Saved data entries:

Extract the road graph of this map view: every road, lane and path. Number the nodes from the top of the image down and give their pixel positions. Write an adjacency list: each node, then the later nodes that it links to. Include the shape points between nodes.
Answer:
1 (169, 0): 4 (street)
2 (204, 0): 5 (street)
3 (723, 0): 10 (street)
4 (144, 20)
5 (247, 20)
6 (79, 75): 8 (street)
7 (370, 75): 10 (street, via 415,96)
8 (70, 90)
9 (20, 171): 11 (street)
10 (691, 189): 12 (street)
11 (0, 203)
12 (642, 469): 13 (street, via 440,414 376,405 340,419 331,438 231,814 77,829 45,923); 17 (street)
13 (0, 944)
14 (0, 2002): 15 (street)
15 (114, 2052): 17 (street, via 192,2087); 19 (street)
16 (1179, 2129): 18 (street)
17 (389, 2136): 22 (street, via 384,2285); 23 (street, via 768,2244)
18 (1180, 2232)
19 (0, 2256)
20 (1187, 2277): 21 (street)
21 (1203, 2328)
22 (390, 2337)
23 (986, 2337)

== Task objective ==
Transcribe the entries above exactly.

== Answer area ==
Extract the road graph of this map view: every road, lane and path. Number the nodes from the top of the image down and give their pixel positions. Write an adjacency list: each node, then the later nodes that it links to. Include the shape points between nodes.
Answer:
1 (169, 0): 4 (street)
2 (204, 0): 5 (street)
3 (723, 0): 10 (street)
4 (144, 20)
5 (247, 20)
6 (79, 75): 8 (street)
7 (370, 75): 10 (street, via 415,96)
8 (70, 90)
9 (20, 171): 11 (street)
10 (691, 189): 12 (street)
11 (0, 203)
12 (642, 469): 13 (street, via 440,414 376,405 340,419 331,438 231,814 77,829 45,923); 17 (street)
13 (0, 944)
14 (0, 2002): 15 (street)
15 (114, 2052): 17 (street, via 192,2087); 19 (street)
16 (1179, 2129): 18 (street)
17 (389, 2136): 22 (street, via 384,2285); 23 (street, via 768,2244)
18 (1180, 2232)
19 (0, 2256)
20 (1187, 2277): 21 (street)
21 (1203, 2328)
22 (390, 2337)
23 (986, 2337)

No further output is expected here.